Data records Block Start

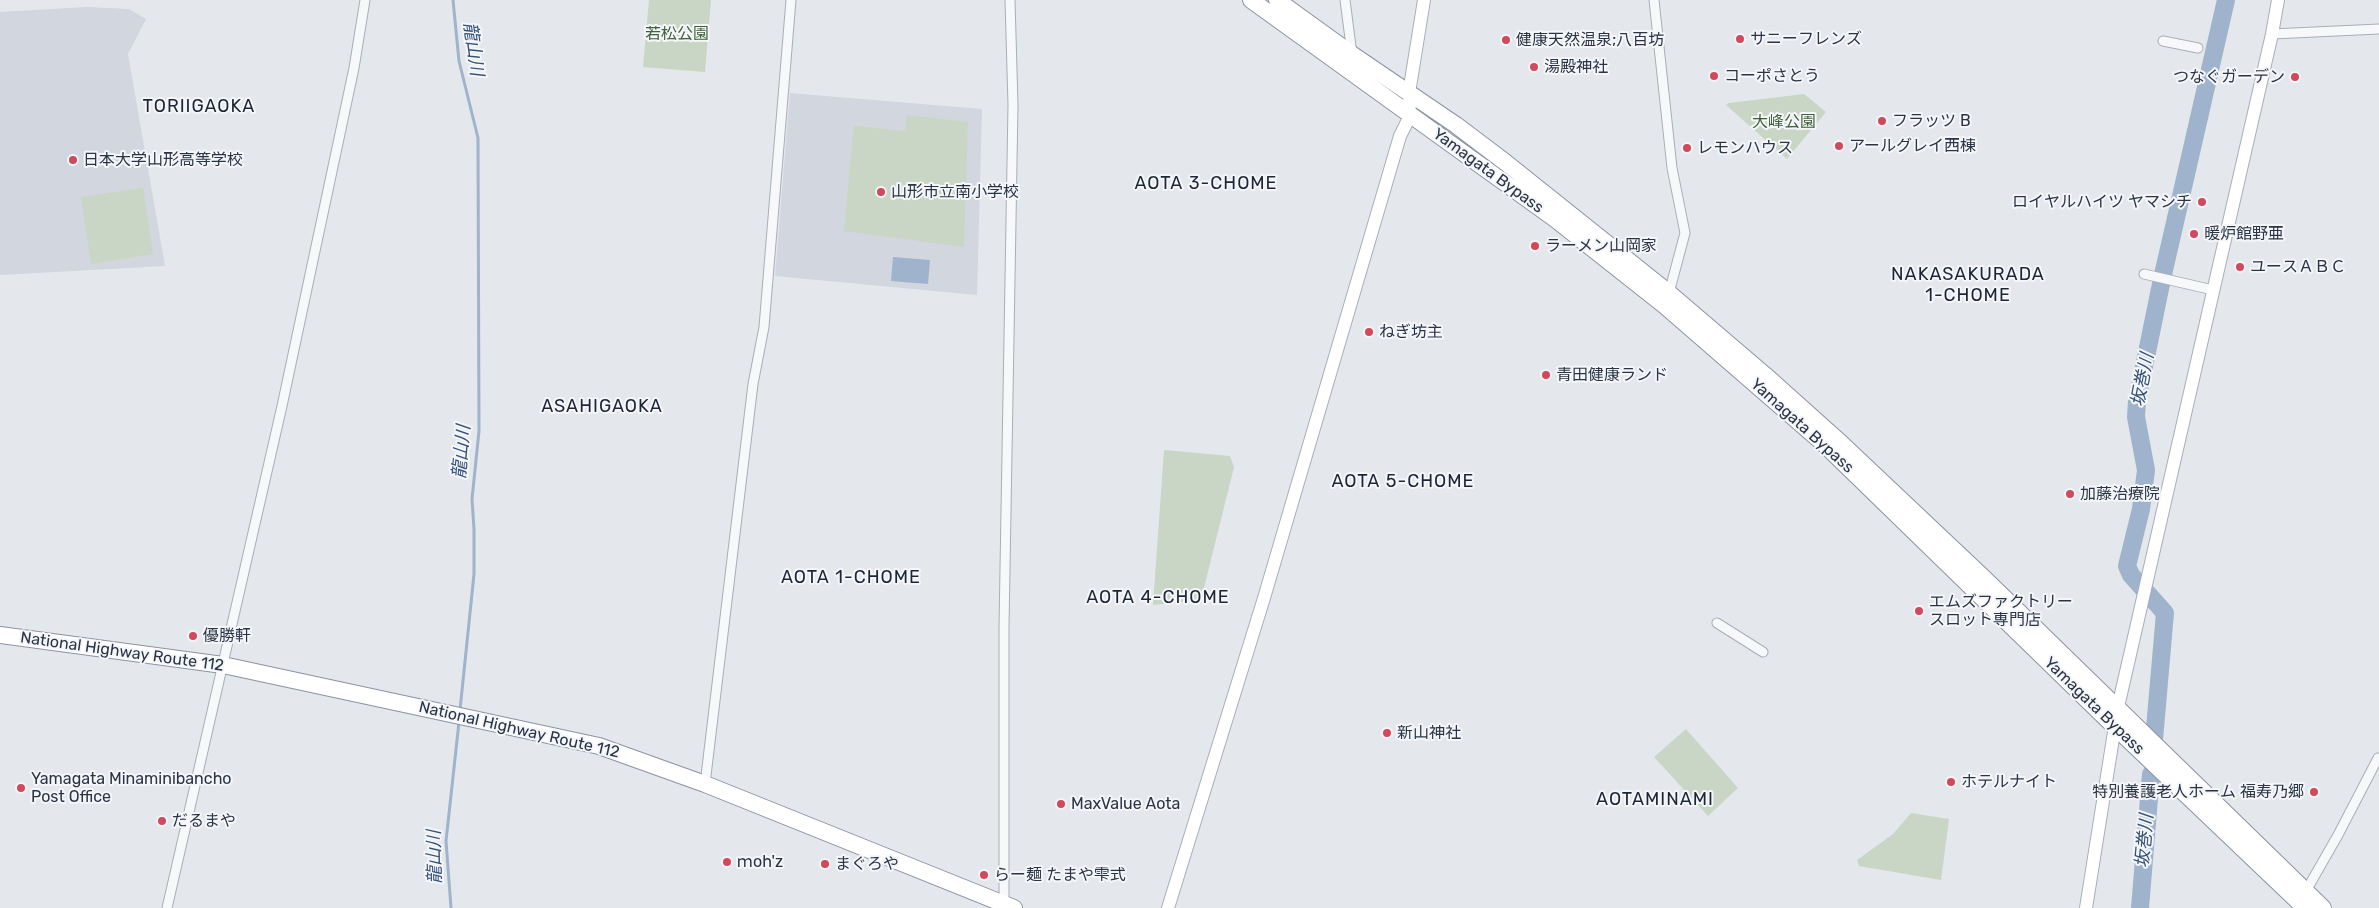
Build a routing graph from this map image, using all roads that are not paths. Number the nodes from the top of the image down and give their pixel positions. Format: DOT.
graph roads {
  1 [pos="365,0"];
  2 [pos="791,0"];
  3 [pos="1010,0"];
  4 [pos="1251,0"];
  5 [pos="1277,0"];
  6 [pos="1344,0"];
  7 [pos="1424,0"];
  8 [pos="1654,0"];
  9 [pos="2278,0"];
  10 [pos="2379,29"];
  11 [pos="2272,34"];
  12 [pos="2163,41"];
  13 [pos="2198,48"];
  14 [pos="1353,55"];
  15 [pos="1409,93"];
  16 [pos="1410,116"];
  17 [pos="2144,274"];
  18 [pos="2213,290"];
  19 [pos="1670,293"];
  20 [pos="1718,622"];
  21 [pos="0,636"];
  22 [pos="1763,652"];
  23 [pos="223,665"];
  24 [pos="2118,707"];
  25 [pos="2115,727"];
  26 [pos="2378,758"];
  27 [pos="705,784"];
  28 [pos="2306,891"];
  29 [pos="1009,906"];
  30 [pos="167,908"];
  31 [pos="1168,908"];
  32 [pos="2086,908"];
  33 [pos="2305,908"];
  34 [pos="2323,908"];
  1 -- 23 [label="street"];
  2 -- 27 [label="street"];
  3 -- 29 [label="street"];
  4 -- 16 [label="highway, Yamagata Bypass"];
  5 -- 14 [label="highway, Yamagata Bypass"];
  6 -- 14 [label="street"];
  7 -- 15 [label="street"];
  8 -- 19 [label="street"];
  9 -- 11 [label="street"];
  10 -- 11 [label="street"];
  11 -- 18 [label="street"];
  12 -- 13 [label="street"];
  14 -- 15 [label="highway, Yamagata Bypass"];
  15 -- 16 [label="street"];
  15 -- 19 [label="highway, Yamagata Bypass"];
  16 -- 25 [label="highway, Yamagata Bypass"];
  16 -- 31 [label="street"];
  17 -- 18 [label="street"];
  18 -- 24 [label="street"];
  19 -- 24 [label="highway, Yamagata Bypass"];
  20 -- 22 [label="street"];
  21 -- 23 [label="highway, National Highway Route 112"];
  23 -- 27 [label="highway, National Highway Route 112"];
  23 -- 30 [label="street"];
  24 -- 25 [label="street"];
  24 -- 28 [label="highway, Yamagata Bypass"];
  25 -- 32 [label="street"];
  25 -- 33 [label="highway, Yamagata Bypass"];
  26 -- 28 [label="street"];
  27 -- 29 [label="highway, National Highway Route 112"];
  28 -- 34 [label="highway, Yamagata Bypass"];
}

Data records Block End

*Work instructions:*
Count the lines of the listing above that contain the word "roads", and give only the total.

*Answer to the problem:*
2